** RAW DATA follows **

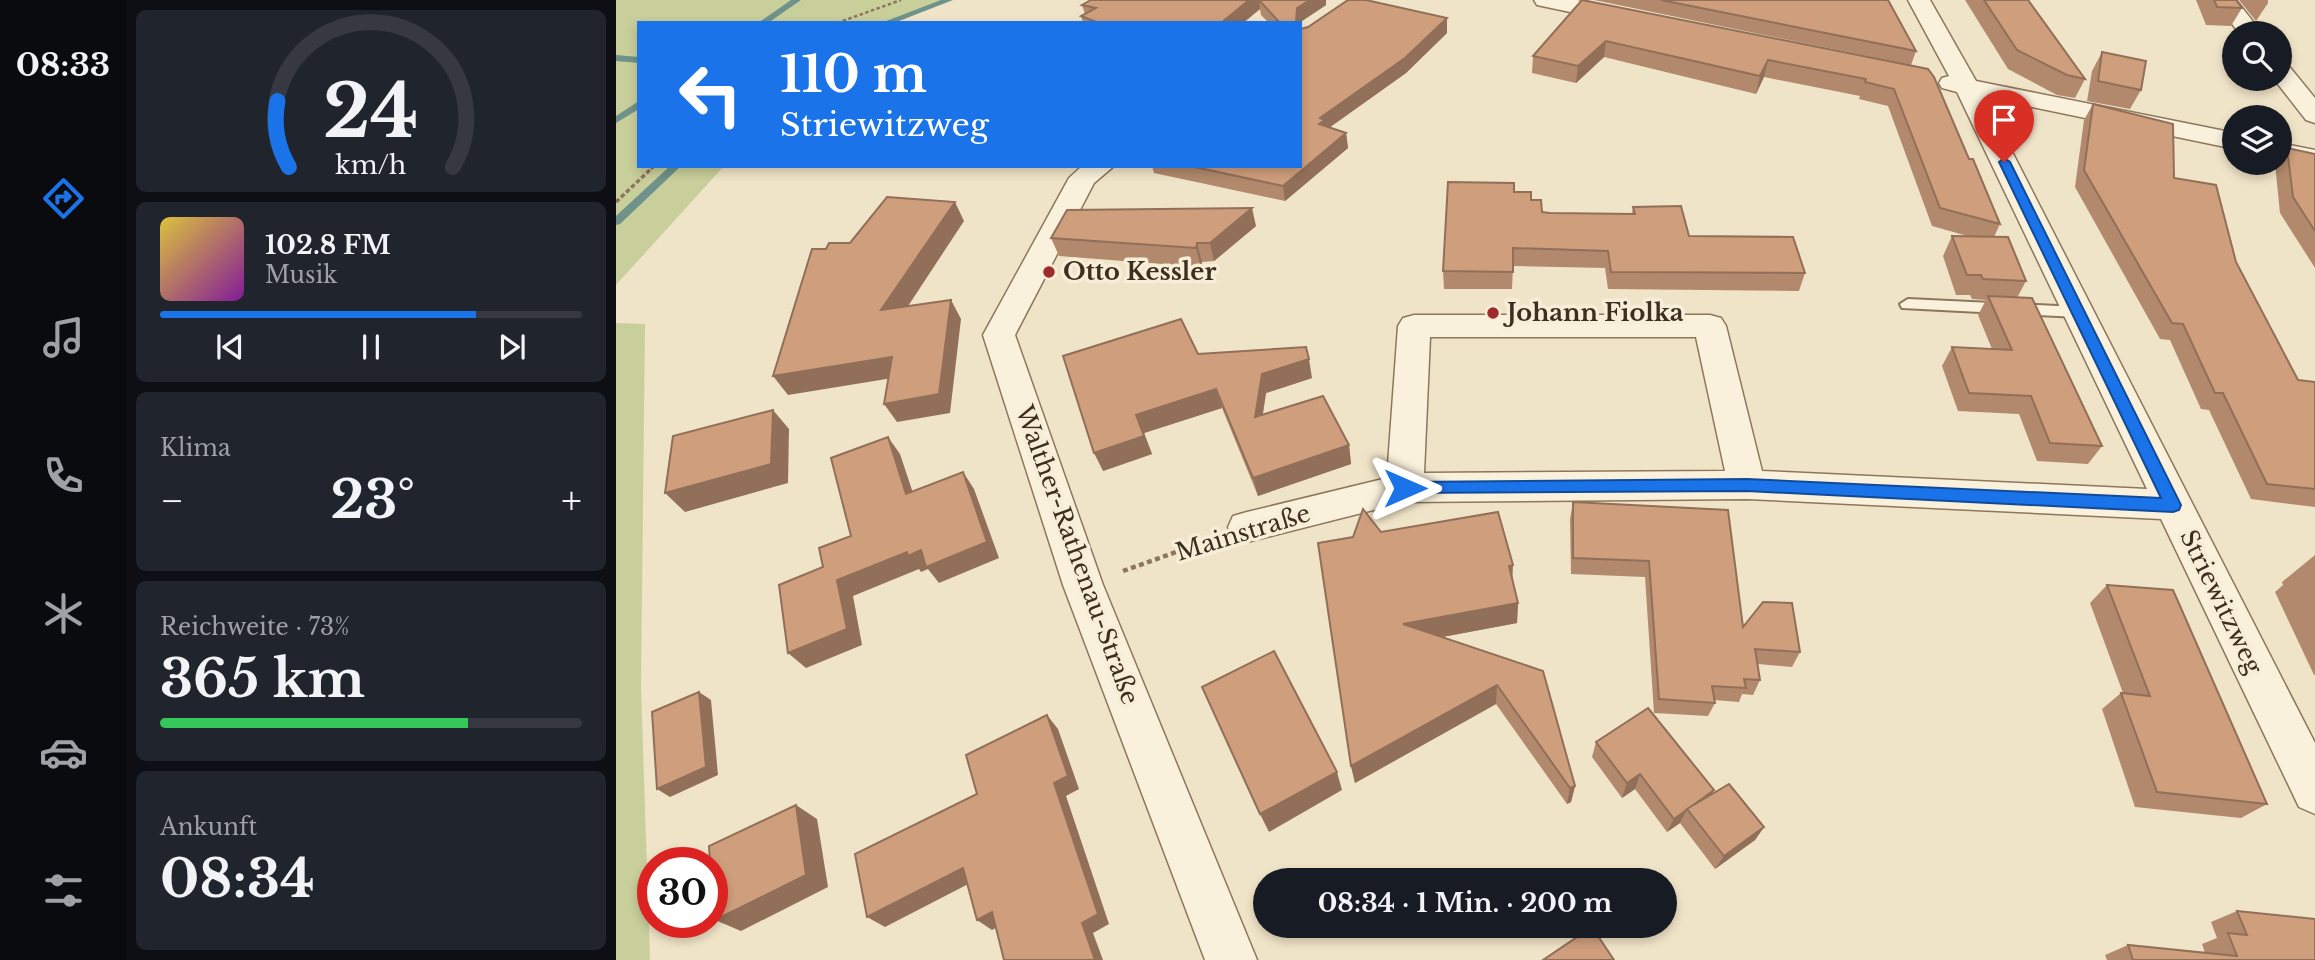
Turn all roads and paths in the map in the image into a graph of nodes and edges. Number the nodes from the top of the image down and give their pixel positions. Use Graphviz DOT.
graph roads {
  1 [pos="901,0"];
  2 [pos="1545,0"];
  3 [pos="1919,0"];
  4 [pos="2225,0"];
  5 [pos="843,21"];
  6 [pos="2242,21"];
  7 [pos="1654,22"];
  8 [pos="1927,78"];
  9 [pos="2292,85"];
  10 [pos="1968,87"];
  11 [pos="2315,115"];
  12 [pos="2222,138"];
  13 [pos="2292,153"];
  14 [pos="2315,158"];
  15 [pos="652,168"];
  16 [pos="1098,168"];
  17 [pos="616,202"];
  18 [pos="1908,304"];
  19 [pos="2078,312"];
  20 [pos="1747,485"];
  21 [pos="1405,488"];
  22 [pos="2173,505"];
  23 [pos="1247,527"];
  24 [pos="1083,585"];
  25 [pos="2315,791"];
  26 [pos="1231,960"];
  1 -- 5 [label="path"];
  2 -- 7 [label="street"];
  3 -- 10 [label="street, Striewitzweg"];
  4 -- 6 [label="street"];
  8 -- 10 [label="street"];
  9 -- 11 [label="street"];
  10 -- 12 [label="street"];
  10 -- 19 [label="street, Striewitzweg"];
  13 -- 14 [label="street"];
  15 -- 17 [label="path"];
  16 -- 24 [label="street, Walther-Rathenau-Straße"];
  18 -- 19 [label="lane"];
  19 -- 22 [label="street, Striewitzweg"];
  20 -- 21 [label="street, Mainstraße"];
  20 -- 21 [label="street"];
  20 -- 22 [label="street, Mainstraße"];
  21 -- 23 [label="street, Mainstraße"];
  22 -- 25 [label="street, Striewitzweg"];
  23 -- 24 [label="path, Mainstraße"];
  24 -- 26 [label="street, Walther-Rathenau-Straße"];
}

** End of RAW DATA **

--- REQUIRED WORK ---
Within the data above, find the lines that contain the word "Rathenau" and copy each of them.

--- TASK RESPONSE ---
  16 -- 24 [label="street, Walther-Rathenau-Straße"];
  24 -- 26 [label="street, Walther-Rathenau-Straße"];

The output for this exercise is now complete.